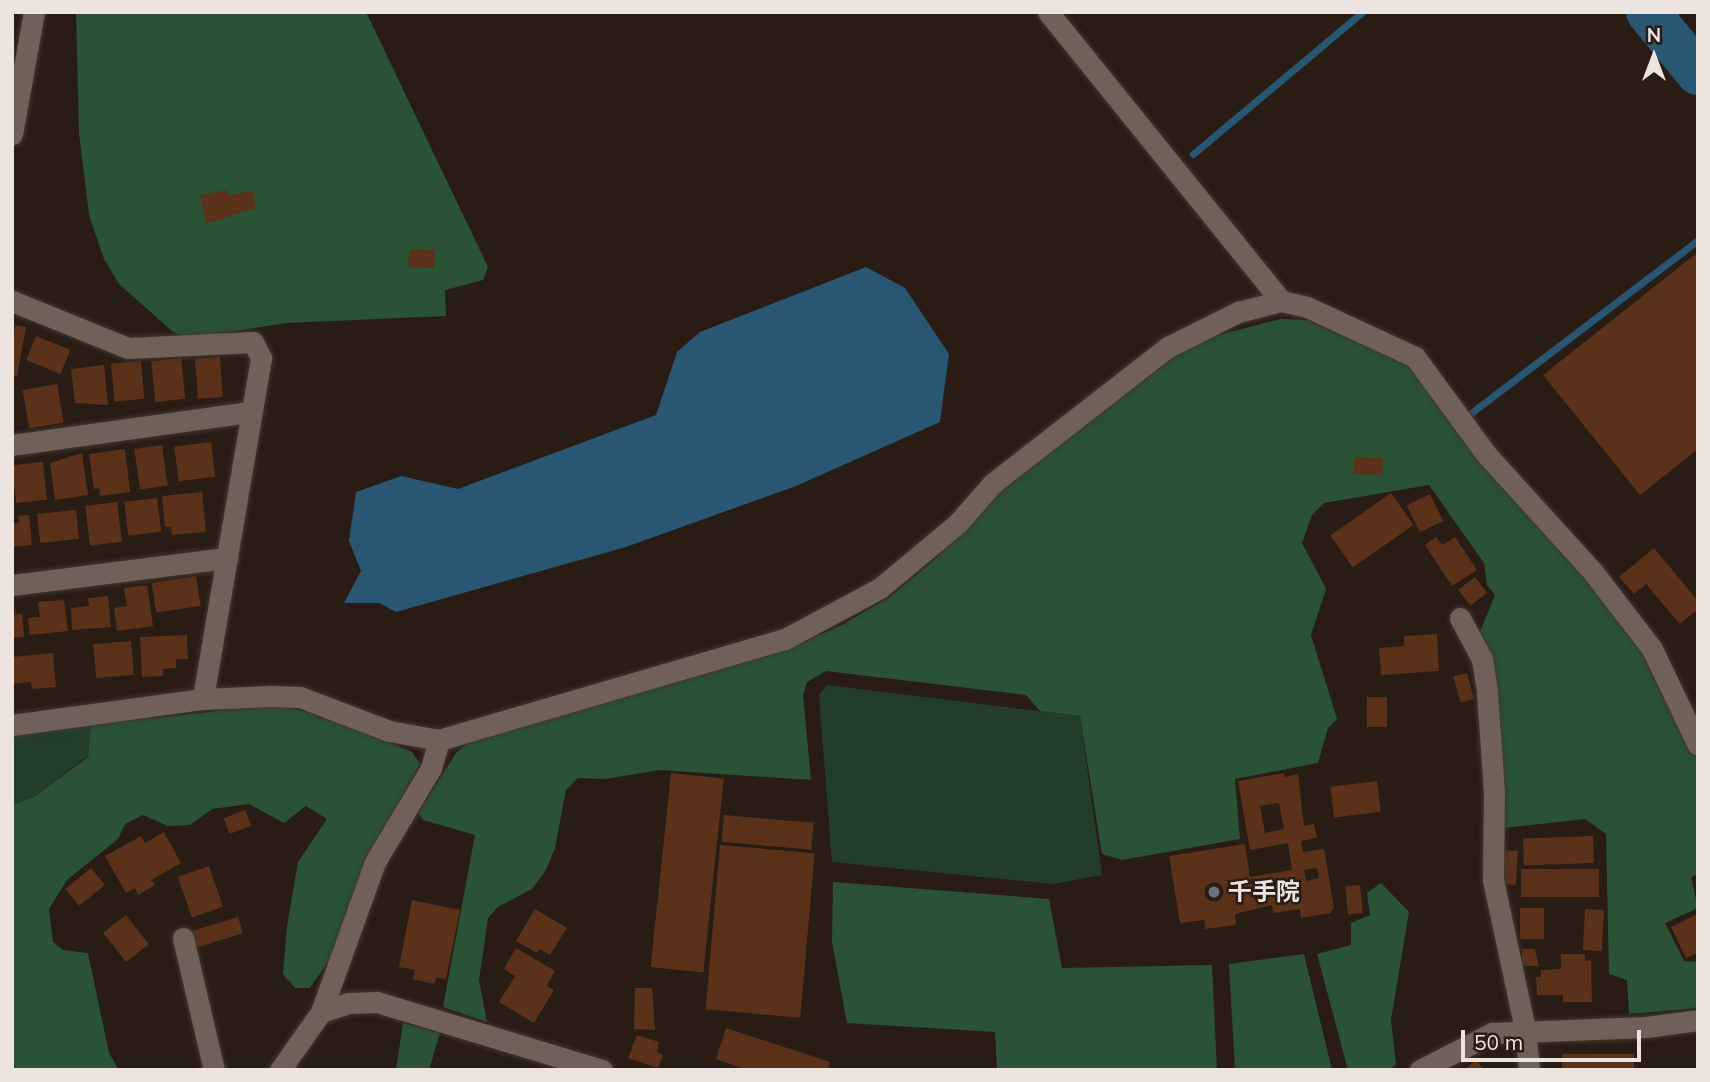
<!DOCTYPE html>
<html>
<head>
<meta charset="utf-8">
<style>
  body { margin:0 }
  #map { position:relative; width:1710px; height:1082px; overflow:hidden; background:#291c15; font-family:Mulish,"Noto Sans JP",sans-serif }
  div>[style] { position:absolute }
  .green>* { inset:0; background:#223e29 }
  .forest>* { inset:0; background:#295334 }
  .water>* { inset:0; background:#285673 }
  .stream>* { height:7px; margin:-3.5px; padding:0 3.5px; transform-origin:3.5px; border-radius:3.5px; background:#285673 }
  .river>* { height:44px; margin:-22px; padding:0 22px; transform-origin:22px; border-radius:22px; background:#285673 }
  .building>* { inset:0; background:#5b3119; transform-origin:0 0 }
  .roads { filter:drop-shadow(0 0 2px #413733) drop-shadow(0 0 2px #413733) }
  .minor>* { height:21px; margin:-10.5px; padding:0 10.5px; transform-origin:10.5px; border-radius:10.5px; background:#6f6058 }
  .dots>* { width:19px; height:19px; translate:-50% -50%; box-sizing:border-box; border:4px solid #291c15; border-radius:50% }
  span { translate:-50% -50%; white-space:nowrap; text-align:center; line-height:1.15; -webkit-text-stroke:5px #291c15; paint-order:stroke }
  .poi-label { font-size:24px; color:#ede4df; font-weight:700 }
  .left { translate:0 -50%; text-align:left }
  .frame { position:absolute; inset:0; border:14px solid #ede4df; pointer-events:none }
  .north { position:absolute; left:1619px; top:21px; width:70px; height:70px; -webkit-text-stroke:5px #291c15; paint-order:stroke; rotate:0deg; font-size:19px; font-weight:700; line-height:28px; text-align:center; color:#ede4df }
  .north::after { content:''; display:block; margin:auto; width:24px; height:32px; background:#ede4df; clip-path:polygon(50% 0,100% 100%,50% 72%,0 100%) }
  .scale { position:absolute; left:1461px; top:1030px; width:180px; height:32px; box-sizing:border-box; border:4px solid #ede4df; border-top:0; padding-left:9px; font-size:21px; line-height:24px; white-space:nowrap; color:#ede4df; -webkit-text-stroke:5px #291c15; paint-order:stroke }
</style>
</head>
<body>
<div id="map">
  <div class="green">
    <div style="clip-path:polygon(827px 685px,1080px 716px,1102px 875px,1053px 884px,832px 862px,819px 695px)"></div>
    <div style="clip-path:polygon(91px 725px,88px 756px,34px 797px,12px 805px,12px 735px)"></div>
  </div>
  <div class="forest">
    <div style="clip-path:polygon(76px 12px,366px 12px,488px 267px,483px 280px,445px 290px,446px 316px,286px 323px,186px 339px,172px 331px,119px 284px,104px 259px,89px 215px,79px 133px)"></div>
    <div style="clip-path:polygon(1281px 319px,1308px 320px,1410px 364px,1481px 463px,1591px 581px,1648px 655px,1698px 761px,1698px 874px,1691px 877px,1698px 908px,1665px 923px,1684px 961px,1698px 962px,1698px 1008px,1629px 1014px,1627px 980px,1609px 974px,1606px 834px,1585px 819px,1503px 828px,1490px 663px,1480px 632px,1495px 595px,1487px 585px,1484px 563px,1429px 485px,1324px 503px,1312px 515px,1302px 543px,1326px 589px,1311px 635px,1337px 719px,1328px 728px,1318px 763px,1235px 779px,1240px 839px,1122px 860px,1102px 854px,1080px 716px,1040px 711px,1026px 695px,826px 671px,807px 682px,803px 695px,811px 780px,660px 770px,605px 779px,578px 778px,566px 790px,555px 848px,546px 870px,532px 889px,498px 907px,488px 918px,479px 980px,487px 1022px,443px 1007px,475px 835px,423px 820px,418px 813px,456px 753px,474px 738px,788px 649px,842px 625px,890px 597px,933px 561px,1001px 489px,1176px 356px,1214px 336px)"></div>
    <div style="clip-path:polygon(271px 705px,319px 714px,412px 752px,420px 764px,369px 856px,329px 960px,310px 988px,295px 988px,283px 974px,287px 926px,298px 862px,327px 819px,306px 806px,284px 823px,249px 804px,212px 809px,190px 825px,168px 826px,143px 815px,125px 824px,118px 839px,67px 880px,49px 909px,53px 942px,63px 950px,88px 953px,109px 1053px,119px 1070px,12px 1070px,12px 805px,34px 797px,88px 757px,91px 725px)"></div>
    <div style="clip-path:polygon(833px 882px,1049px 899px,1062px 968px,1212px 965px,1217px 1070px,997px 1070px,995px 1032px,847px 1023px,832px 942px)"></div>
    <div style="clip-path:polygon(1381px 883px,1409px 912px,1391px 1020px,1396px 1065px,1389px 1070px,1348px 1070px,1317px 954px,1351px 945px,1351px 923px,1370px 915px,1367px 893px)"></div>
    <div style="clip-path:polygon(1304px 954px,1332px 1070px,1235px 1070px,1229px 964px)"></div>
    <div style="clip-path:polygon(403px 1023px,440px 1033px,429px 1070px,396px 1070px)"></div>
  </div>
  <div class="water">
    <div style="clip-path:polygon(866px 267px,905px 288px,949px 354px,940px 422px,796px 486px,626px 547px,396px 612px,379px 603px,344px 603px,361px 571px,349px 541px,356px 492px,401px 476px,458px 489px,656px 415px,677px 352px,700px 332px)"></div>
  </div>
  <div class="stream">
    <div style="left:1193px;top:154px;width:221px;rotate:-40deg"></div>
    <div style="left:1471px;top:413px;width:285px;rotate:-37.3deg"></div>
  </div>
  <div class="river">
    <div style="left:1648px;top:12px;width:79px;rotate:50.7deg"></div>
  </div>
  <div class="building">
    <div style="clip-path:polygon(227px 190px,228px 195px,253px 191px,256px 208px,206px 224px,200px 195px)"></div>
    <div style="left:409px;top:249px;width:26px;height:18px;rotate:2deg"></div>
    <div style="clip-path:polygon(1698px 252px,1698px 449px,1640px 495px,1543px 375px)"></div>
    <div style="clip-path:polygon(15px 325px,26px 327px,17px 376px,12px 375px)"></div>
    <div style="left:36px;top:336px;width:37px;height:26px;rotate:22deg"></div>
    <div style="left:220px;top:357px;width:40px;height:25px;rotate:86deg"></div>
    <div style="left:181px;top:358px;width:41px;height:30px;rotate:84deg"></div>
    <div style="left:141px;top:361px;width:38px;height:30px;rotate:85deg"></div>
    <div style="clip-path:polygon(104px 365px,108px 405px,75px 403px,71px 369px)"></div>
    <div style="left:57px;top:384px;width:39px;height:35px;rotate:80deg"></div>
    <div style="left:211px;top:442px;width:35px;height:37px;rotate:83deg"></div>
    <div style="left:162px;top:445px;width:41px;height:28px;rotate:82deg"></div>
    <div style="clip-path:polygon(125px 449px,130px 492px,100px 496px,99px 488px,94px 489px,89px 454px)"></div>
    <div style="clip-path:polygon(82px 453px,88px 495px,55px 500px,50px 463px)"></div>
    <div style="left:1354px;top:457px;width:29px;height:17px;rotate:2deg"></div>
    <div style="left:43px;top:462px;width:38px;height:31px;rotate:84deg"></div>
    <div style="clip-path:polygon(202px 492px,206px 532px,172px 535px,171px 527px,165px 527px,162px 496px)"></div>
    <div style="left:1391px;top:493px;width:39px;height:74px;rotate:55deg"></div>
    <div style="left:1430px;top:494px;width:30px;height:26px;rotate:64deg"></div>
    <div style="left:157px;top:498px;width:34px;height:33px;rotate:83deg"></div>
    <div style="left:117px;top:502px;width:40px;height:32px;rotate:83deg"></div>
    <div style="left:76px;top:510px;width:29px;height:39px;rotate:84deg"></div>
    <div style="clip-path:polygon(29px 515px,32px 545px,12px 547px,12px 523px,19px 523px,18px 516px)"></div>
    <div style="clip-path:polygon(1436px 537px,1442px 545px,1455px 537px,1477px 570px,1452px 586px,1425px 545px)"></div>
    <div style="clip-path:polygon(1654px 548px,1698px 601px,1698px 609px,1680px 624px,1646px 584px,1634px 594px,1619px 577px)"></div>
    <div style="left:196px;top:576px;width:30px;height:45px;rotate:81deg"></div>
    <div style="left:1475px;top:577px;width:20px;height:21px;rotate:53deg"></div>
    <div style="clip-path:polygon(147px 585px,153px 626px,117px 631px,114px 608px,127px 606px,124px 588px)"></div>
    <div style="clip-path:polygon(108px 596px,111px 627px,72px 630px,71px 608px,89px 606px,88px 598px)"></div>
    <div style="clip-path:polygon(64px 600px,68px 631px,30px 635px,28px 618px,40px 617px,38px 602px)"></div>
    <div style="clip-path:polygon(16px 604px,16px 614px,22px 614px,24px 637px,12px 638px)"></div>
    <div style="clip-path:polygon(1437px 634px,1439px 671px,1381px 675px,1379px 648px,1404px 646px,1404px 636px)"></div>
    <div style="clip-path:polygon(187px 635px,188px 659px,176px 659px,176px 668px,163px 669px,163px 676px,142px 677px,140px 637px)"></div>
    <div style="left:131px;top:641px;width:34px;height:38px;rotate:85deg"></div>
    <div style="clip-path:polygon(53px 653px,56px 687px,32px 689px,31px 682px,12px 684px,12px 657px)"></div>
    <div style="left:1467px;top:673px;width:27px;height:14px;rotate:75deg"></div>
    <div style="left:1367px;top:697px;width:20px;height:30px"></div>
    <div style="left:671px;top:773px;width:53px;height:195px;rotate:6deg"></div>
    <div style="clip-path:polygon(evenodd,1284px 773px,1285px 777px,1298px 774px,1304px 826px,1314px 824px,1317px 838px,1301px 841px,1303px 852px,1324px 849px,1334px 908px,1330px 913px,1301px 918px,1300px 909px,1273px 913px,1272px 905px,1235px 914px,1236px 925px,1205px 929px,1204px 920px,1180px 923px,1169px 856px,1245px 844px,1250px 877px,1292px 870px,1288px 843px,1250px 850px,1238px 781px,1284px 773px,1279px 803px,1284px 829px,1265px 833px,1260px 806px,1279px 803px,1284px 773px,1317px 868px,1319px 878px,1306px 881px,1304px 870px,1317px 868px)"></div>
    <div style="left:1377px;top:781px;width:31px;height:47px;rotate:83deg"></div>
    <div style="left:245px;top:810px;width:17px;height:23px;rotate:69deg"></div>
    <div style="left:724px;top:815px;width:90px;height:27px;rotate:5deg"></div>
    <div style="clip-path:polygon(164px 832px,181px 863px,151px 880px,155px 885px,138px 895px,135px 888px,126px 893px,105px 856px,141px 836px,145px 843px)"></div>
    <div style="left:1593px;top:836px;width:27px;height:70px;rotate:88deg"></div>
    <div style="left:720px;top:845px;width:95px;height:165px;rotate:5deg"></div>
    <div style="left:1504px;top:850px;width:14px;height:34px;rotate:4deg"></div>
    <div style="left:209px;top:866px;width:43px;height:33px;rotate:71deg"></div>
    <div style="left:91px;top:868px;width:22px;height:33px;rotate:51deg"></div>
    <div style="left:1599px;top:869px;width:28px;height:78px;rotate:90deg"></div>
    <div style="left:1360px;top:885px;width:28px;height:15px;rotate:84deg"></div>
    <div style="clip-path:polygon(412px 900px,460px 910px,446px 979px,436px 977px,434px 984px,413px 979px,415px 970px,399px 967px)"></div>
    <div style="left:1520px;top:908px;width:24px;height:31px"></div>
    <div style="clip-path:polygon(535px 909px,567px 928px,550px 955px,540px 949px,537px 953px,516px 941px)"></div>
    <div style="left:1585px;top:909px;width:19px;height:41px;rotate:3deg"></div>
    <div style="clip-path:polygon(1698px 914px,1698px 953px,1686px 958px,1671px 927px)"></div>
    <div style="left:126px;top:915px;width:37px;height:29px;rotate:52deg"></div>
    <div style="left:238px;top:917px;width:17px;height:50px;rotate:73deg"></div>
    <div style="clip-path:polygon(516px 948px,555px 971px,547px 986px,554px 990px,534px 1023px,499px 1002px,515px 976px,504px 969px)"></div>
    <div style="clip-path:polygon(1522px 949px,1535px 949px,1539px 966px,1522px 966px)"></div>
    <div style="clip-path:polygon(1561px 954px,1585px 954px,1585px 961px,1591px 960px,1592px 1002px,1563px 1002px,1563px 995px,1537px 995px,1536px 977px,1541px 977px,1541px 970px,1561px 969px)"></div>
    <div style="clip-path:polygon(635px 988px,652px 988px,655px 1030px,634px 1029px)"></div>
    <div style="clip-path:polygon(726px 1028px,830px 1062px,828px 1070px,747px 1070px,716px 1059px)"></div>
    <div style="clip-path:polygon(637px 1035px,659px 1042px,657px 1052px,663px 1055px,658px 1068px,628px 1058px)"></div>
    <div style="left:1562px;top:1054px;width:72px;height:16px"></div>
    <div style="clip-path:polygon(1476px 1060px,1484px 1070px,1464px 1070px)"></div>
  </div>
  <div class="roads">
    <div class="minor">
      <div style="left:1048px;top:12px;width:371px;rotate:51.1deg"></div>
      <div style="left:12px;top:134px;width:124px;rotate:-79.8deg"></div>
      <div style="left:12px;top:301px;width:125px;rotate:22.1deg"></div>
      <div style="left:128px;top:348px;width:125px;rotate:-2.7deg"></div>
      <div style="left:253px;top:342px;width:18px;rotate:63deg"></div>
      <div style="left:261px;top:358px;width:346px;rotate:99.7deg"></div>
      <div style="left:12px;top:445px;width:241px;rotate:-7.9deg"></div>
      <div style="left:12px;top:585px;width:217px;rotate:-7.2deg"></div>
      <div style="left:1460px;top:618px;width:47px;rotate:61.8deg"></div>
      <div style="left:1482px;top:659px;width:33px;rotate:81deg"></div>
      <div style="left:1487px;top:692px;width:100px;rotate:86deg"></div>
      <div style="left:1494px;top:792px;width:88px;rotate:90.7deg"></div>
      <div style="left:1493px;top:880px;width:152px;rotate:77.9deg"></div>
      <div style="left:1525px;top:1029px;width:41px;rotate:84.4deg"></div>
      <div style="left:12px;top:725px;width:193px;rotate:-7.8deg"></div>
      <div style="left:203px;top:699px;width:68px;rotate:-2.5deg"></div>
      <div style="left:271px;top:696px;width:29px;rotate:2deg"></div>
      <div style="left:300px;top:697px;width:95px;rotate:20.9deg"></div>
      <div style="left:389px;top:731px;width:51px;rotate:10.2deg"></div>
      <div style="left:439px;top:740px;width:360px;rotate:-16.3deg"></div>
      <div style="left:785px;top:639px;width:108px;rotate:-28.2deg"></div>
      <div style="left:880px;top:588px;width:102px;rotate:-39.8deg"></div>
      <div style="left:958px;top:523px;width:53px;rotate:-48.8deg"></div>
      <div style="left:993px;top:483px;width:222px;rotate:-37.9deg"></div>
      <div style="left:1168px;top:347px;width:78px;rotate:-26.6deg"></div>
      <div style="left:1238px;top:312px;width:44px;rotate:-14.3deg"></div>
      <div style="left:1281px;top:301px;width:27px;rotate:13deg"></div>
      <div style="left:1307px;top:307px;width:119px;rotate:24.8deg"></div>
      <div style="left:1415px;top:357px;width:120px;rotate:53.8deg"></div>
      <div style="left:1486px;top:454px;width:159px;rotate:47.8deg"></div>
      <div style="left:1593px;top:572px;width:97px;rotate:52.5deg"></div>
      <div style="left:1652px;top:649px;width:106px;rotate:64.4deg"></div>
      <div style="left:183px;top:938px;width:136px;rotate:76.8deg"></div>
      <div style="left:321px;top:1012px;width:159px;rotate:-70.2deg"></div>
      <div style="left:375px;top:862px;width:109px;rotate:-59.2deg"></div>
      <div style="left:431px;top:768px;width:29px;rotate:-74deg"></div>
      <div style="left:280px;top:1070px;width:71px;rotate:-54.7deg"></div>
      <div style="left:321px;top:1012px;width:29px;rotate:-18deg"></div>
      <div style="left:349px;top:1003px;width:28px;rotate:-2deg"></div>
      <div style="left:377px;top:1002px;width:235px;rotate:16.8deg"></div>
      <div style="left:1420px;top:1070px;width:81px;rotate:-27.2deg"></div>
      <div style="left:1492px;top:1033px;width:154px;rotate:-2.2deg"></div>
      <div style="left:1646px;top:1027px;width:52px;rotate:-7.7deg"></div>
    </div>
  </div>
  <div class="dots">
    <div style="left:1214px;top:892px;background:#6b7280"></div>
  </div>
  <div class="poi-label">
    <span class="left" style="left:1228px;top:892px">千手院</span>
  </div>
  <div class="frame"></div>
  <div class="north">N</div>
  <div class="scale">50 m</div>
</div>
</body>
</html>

• • •

◆ **Problem**
Show every line in the entries above that contains the string "water".

◆ **Answer**
  .water>* { inset:0; background:#285673 }
  <div class="water">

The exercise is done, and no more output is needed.